**WHAT YOU SHOULD DO:** Scan the material below and copy every line holding the word "this".

**EXERCISE DATA:**

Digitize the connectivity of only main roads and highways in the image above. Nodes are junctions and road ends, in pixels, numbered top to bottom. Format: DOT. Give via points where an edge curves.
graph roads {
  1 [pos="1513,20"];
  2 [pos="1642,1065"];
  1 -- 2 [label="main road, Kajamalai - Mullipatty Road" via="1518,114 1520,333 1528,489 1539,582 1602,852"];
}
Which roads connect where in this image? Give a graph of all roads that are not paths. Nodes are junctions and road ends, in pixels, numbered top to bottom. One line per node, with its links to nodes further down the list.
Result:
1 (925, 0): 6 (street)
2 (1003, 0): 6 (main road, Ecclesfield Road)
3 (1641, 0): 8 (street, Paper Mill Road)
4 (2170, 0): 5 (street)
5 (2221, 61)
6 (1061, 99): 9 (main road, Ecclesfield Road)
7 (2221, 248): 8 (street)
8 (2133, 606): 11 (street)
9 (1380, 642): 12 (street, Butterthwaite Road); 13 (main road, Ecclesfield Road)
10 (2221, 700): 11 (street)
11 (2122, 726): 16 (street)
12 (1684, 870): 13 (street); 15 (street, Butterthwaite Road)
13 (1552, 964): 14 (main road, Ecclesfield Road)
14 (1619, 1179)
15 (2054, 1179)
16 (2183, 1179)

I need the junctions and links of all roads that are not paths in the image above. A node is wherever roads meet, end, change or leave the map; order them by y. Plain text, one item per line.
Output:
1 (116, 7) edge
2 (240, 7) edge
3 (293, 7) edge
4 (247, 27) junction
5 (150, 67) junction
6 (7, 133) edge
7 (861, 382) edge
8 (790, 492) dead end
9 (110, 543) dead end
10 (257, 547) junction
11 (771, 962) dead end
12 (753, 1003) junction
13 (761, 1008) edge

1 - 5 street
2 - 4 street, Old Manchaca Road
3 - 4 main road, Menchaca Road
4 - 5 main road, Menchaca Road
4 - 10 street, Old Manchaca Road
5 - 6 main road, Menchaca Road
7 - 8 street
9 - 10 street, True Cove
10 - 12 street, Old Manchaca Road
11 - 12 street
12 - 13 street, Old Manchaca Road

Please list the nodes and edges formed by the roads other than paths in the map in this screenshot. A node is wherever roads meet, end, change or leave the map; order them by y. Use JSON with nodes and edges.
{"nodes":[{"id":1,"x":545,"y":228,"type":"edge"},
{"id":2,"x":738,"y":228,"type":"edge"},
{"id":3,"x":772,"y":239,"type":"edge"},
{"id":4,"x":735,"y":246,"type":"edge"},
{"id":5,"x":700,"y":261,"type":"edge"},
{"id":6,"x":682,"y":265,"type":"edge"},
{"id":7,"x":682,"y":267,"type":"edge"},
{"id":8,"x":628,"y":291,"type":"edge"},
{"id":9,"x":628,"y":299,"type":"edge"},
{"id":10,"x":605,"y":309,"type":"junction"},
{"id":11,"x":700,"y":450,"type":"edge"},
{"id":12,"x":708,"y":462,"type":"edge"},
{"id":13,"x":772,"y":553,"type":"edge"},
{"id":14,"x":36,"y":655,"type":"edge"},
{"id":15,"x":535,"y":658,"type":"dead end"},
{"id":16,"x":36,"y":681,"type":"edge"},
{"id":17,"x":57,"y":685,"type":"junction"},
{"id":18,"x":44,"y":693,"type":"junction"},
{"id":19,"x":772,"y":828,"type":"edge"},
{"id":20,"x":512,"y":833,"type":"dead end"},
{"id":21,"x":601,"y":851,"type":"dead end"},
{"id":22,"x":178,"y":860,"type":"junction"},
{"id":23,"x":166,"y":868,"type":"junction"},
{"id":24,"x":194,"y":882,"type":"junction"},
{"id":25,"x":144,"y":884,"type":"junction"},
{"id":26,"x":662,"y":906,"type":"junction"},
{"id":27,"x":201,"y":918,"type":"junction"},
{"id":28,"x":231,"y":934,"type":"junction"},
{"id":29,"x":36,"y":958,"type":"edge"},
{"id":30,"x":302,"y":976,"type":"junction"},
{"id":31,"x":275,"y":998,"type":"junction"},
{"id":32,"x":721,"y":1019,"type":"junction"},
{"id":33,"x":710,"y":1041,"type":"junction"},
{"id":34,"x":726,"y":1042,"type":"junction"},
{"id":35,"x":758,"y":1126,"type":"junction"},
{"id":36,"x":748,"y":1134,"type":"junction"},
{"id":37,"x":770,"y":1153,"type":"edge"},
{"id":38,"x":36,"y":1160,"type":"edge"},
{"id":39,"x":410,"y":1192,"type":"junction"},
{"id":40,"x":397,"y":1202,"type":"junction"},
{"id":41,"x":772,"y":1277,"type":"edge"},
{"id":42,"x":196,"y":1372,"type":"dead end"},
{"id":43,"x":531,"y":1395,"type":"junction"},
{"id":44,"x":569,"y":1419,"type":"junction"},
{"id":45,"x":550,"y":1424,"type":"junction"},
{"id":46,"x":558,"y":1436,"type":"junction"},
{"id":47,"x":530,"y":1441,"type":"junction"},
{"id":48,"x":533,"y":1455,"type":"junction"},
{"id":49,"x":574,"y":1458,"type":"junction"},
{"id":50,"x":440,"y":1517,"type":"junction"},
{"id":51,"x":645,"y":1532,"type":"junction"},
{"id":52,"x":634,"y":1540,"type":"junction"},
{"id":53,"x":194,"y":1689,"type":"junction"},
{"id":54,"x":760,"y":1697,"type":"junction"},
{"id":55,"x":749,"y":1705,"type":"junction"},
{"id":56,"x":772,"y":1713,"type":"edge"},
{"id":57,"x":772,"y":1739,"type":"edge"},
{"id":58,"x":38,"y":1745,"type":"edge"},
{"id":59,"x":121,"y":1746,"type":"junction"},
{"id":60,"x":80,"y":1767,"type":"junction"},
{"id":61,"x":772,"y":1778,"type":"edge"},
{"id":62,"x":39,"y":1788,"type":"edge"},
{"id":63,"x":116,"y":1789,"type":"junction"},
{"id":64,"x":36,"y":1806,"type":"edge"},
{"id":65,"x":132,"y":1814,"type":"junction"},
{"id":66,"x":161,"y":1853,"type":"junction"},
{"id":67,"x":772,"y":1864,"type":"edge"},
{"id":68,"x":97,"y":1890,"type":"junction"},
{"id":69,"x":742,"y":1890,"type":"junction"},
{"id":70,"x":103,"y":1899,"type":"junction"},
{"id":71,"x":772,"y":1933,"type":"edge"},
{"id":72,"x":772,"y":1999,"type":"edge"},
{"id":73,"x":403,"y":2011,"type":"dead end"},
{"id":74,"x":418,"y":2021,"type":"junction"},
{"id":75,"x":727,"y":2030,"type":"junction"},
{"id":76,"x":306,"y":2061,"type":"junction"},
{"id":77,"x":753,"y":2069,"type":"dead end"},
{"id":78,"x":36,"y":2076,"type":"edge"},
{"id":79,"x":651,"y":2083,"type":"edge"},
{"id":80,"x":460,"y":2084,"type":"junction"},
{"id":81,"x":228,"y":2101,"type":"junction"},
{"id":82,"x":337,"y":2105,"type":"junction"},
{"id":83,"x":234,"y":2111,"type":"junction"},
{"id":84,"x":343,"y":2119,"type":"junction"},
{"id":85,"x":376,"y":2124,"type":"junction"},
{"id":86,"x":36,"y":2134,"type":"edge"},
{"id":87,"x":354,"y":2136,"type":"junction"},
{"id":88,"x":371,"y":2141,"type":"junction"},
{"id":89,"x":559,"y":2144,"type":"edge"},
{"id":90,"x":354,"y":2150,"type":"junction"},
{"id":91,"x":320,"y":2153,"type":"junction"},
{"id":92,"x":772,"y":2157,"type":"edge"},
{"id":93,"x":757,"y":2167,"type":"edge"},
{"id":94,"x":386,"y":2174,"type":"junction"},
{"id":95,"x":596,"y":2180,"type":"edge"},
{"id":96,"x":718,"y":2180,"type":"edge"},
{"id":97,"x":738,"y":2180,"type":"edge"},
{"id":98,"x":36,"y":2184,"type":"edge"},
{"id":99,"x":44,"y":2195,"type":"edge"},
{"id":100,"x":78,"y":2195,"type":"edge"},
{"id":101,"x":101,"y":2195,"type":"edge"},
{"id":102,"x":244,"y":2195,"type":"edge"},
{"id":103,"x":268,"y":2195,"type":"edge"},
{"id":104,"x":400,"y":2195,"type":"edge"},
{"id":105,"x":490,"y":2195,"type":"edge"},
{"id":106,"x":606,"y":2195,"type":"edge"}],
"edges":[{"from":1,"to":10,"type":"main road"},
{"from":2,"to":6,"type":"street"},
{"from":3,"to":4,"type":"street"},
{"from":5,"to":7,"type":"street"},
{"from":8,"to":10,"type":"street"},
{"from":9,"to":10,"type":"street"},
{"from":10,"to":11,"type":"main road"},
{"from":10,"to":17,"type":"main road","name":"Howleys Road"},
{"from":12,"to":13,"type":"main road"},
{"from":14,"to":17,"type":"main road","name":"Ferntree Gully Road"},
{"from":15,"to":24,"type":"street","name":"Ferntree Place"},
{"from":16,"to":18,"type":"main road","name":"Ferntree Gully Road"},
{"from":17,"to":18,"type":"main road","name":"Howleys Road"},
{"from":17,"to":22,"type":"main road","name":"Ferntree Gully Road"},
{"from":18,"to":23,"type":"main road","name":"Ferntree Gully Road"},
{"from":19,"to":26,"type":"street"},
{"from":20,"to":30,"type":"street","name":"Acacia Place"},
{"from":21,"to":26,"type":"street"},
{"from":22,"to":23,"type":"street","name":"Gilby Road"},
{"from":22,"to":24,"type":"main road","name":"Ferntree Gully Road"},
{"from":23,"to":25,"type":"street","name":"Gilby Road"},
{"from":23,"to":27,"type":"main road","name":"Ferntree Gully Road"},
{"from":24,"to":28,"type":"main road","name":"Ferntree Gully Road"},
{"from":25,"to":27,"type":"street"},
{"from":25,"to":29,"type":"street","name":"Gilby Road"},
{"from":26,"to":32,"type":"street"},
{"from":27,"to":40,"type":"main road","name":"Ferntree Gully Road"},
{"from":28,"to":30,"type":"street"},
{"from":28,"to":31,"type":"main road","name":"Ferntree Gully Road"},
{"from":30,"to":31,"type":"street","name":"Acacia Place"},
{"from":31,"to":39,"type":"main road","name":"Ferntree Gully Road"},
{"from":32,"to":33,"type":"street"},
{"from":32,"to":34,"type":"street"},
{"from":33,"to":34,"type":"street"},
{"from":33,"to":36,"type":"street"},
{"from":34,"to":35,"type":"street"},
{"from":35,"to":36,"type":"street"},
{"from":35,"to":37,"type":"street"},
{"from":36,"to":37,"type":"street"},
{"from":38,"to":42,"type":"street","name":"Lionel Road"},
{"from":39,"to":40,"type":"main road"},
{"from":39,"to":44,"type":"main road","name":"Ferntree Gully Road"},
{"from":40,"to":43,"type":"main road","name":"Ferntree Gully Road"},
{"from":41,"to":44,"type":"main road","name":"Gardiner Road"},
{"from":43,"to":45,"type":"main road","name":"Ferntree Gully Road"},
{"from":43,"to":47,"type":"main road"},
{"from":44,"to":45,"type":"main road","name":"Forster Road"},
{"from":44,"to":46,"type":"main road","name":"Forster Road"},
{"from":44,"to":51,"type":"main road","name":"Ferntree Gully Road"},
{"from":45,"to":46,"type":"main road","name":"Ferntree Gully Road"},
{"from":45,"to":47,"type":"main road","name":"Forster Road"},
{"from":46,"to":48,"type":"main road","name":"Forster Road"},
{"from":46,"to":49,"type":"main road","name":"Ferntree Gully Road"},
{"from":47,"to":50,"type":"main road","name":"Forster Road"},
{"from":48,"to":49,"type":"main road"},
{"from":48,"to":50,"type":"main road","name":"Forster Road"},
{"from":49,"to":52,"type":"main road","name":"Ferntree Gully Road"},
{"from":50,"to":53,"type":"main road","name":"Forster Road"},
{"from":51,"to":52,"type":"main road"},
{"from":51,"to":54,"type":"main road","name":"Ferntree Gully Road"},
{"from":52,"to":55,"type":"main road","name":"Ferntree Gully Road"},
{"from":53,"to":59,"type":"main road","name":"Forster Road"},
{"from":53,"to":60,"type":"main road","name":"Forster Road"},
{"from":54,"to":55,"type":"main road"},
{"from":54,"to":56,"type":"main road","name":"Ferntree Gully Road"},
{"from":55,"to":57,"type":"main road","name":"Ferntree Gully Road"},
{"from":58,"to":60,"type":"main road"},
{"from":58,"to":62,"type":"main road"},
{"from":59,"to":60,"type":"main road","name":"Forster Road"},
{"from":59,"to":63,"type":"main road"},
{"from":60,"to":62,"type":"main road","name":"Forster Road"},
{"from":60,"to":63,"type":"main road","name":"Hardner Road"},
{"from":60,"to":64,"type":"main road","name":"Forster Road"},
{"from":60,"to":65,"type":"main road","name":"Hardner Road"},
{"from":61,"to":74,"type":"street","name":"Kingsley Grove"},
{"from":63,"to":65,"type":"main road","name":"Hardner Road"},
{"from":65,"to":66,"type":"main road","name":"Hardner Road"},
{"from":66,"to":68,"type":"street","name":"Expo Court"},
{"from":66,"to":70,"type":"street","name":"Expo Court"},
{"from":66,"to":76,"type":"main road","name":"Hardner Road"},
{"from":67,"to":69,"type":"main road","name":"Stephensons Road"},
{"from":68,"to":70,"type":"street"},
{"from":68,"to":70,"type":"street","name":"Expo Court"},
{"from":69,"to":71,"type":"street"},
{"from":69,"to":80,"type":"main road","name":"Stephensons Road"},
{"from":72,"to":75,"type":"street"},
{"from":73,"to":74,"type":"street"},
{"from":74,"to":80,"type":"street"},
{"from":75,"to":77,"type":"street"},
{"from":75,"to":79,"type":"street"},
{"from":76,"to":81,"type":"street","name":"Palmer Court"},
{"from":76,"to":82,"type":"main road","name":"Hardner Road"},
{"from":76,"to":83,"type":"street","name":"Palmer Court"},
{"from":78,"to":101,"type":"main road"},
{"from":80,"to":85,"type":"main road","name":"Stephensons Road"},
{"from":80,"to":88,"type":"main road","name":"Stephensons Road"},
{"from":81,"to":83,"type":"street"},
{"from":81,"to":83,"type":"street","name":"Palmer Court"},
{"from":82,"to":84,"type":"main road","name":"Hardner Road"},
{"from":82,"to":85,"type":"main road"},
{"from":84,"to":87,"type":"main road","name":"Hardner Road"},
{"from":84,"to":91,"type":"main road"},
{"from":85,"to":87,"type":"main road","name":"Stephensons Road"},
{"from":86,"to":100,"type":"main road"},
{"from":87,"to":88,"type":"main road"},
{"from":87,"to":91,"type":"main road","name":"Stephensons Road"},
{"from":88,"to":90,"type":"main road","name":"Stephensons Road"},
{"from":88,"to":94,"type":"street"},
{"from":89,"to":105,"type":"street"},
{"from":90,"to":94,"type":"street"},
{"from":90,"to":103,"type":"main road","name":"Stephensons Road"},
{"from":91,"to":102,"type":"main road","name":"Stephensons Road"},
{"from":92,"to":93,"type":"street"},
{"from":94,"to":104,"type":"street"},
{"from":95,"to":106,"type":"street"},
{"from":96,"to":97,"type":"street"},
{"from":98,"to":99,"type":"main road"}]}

**RESPONSE:**
Which roads connect where in this image? Give a graph of all roads that are not paths. Nodes are junctions and road ends, in pixels, numbered top to bottom. One line per node, with its links to nodes further down the list.
Please list the nodes and edges formed by the roads other than paths in the map in this screenshot. A node is wherever roads meet, end, change or leave the map; order them by y. Use JSON with nodes and edges.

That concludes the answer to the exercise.